◆ **Prompt**
These entries are to be set down again exactly.

◆ **Provided records**
• • • • • • •
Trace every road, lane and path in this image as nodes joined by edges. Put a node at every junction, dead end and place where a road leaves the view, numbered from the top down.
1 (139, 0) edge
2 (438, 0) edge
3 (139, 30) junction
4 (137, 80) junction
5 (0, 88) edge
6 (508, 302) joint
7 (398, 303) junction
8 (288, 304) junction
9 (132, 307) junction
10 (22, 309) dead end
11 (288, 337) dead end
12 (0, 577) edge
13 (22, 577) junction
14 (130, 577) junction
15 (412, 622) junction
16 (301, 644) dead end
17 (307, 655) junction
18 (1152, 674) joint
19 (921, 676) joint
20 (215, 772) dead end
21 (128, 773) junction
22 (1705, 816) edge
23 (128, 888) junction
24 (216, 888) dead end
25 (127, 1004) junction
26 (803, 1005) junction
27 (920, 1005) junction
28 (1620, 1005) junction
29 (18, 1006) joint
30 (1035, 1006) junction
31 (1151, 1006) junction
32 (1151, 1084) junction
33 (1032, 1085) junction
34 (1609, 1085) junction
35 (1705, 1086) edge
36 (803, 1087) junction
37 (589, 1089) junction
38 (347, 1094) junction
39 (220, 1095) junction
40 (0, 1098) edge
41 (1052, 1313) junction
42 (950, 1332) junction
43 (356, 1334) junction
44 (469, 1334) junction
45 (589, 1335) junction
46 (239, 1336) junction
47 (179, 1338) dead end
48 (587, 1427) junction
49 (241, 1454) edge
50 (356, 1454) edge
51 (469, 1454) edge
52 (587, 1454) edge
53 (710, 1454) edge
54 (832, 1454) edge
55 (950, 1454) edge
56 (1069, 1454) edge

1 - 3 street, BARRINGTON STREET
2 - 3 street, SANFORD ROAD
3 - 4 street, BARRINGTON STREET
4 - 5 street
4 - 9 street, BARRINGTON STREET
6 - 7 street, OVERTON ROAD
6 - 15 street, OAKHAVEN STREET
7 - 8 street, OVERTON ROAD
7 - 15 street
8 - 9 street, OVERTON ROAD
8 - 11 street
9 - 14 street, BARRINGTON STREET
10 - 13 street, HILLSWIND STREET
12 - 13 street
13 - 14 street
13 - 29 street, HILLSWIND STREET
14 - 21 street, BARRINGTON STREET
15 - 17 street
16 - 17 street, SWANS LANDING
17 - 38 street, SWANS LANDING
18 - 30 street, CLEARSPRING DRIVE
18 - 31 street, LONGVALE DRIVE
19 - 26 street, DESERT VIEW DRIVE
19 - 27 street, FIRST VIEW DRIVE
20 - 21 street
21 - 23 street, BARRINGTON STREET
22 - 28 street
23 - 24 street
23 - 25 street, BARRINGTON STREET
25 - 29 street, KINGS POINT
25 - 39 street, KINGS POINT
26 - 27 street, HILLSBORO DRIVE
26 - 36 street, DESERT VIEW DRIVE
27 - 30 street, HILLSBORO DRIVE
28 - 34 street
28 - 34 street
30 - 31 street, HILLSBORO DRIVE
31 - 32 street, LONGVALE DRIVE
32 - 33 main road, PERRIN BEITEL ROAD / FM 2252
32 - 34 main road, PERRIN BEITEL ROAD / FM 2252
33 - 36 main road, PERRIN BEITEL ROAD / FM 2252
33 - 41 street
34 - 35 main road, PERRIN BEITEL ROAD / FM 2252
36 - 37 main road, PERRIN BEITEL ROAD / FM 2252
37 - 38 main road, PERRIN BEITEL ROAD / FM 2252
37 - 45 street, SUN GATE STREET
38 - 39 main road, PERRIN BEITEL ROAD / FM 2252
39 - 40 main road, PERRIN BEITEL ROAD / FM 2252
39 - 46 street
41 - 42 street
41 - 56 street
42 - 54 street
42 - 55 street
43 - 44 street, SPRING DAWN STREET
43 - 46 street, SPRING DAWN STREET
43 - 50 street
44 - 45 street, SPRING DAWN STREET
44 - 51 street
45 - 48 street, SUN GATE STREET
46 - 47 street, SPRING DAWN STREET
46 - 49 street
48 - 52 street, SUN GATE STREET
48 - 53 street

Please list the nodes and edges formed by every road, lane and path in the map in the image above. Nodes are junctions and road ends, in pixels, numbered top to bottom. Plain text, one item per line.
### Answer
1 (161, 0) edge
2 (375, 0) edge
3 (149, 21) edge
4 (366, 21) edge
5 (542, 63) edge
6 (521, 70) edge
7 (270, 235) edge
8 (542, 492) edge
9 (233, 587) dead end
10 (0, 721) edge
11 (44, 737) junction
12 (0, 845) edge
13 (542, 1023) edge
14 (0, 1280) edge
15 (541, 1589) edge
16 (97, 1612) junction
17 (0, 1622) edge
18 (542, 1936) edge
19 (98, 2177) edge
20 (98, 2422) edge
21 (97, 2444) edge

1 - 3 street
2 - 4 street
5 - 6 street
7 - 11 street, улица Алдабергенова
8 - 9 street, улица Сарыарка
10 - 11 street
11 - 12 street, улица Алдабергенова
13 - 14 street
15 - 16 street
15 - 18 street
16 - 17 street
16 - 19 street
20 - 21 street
• • • • • • •
◆ **Output**
Trace every road, lane and path in this image as nodes joined by edges. Put a node at every junction, dead end and place where a road leaves the view, numbered from the top down.
1 (139, 0) edge
2 (438, 0) edge
3 (139, 30) junction
4 (137, 80) junction
5 (0, 88) edge
6 (508, 302) joint
7 (398, 303) junction
8 (288, 304) junction
9 (132, 307) junction
10 (22, 309) dead end
11 (288, 337) dead end
12 (0, 577) edge
13 (22, 577) junction
14 (130, 577) junction
15 (412, 622) junction
16 (301, 644) dead end
17 (307, 655) junction
18 (1152, 674) joint
19 (921, 676) joint
20 (215, 772) dead end
21 (128, 773) junction
22 (1705, 816) edge
23 (128, 888) junction
24 (216, 888) dead end
25 (127, 1004) junction
26 (803, 1005) junction
27 (920, 1005) junction
28 (1620, 1005) junction
29 (18, 1006) joint
30 (1035, 1006) junction
31 (1151, 1006) junction
32 (1151, 1084) junction
33 (1032, 1085) junction
34 (1609, 1085) junction
35 (1705, 1086) edge
36 (803, 1087) junction
37 (589, 1089) junction
38 (347, 1094) junction
39 (220, 1095) junction
40 (0, 1098) edge
41 (1052, 1313) junction
42 (950, 1332) junction
43 (356, 1334) junction
44 (469, 1334) junction
45 (589, 1335) junction
46 (239, 1336) junction
47 (179, 1338) dead end
48 (587, 1427) junction
49 (241, 1454) edge
50 (356, 1454) edge
51 (469, 1454) edge
52 (587, 1454) edge
53 (710, 1454) edge
54 (832, 1454) edge
55 (950, 1454) edge
56 (1069, 1454) edge

1 - 3 street, BARRINGTON STREET
2 - 3 street, SANFORD ROAD
3 - 4 street, BARRINGTON STREET
4 - 5 street
4 - 9 street, BARRINGTON STREET
6 - 7 street, OVERTON ROAD
6 - 15 street, OAKHAVEN STREET
7 - 8 street, OVERTON ROAD
7 - 15 street
8 - 9 street, OVERTON ROAD
8 - 11 street
9 - 14 street, BARRINGTON STREET
10 - 13 street, HILLSWIND STREET
12 - 13 street
13 - 14 street
13 - 29 street, HILLSWIND STREET
14 - 21 street, BARRINGTON STREET
15 - 17 street
16 - 17 street, SWANS LANDING
17 - 38 street, SWANS LANDING
18 - 30 street, CLEARSPRING DRIVE
18 - 31 street, LONGVALE DRIVE
19 - 26 street, DESERT VIEW DRIVE
19 - 27 street, FIRST VIEW DRIVE
20 - 21 street
21 - 23 street, BARRINGTON STREET
22 - 28 street
23 - 24 street
23 - 25 street, BARRINGTON STREET
25 - 29 street, KINGS POINT
25 - 39 street, KINGS POINT
26 - 27 street, HILLSBORO DRIVE
26 - 36 street, DESERT VIEW DRIVE
27 - 30 street, HILLSBORO DRIVE
28 - 34 street
28 - 34 street
30 - 31 street, HILLSBORO DRIVE
31 - 32 street, LONGVALE DRIVE
32 - 33 main road, PERRIN BEITEL ROAD / FM 2252
32 - 34 main road, PERRIN BEITEL ROAD / FM 2252
33 - 36 main road, PERRIN BEITEL ROAD / FM 2252
33 - 41 street
34 - 35 main road, PERRIN BEITEL ROAD / FM 2252
36 - 37 main road, PERRIN BEITEL ROAD / FM 2252
37 - 38 main road, PERRIN BEITEL ROAD / FM 2252
37 - 45 street, SUN GATE STREET
38 - 39 main road, PERRIN BEITEL ROAD / FM 2252
39 - 40 main road, PERRIN BEITEL ROAD / FM 2252
39 - 46 street
41 - 42 street
41 - 56 street
42 - 54 street
42 - 55 street
43 - 44 street, SPRING DAWN STREET
43 - 46 street, SPRING DAWN STREET
43 - 50 street
44 - 45 street, SPRING DAWN STREET
44 - 51 street
45 - 48 street, SUN GATE STREET
46 - 47 street, SPRING DAWN STREET
46 - 49 street
48 - 52 street, SUN GATE STREET
48 - 53 street

Please list the nodes and edges formed by every road, lane and path in the map in the image above. Nodes are junctions and road ends, in pixels, numbered top to bottom. Plain text, one item per line.
### Answer
1 (161, 0) edge
2 (375, 0) edge
3 (149, 21) edge
4 (366, 21) edge
5 (542, 63) edge
6 (521, 70) edge
7 (270, 235) edge
8 (542, 492) edge
9 (233, 587) dead end
10 (0, 721) edge
11 (44, 737) junction
12 (0, 845) edge
13 (542, 1023) edge
14 (0, 1280) edge
15 (541, 1589) edge
16 (97, 1612) junction
17 (0, 1622) edge
18 (542, 1936) edge
19 (98, 2177) edge
20 (98, 2422) edge
21 (97, 2444) edge

1 - 3 street
2 - 4 street
5 - 6 street
7 - 11 street, улица Алдабергенова
8 - 9 street, улица Сарыарка
10 - 11 street
11 - 12 street, улица Алдабергенова
13 - 14 street
15 - 16 street
15 - 18 street
16 - 17 street
16 - 19 street
20 - 21 street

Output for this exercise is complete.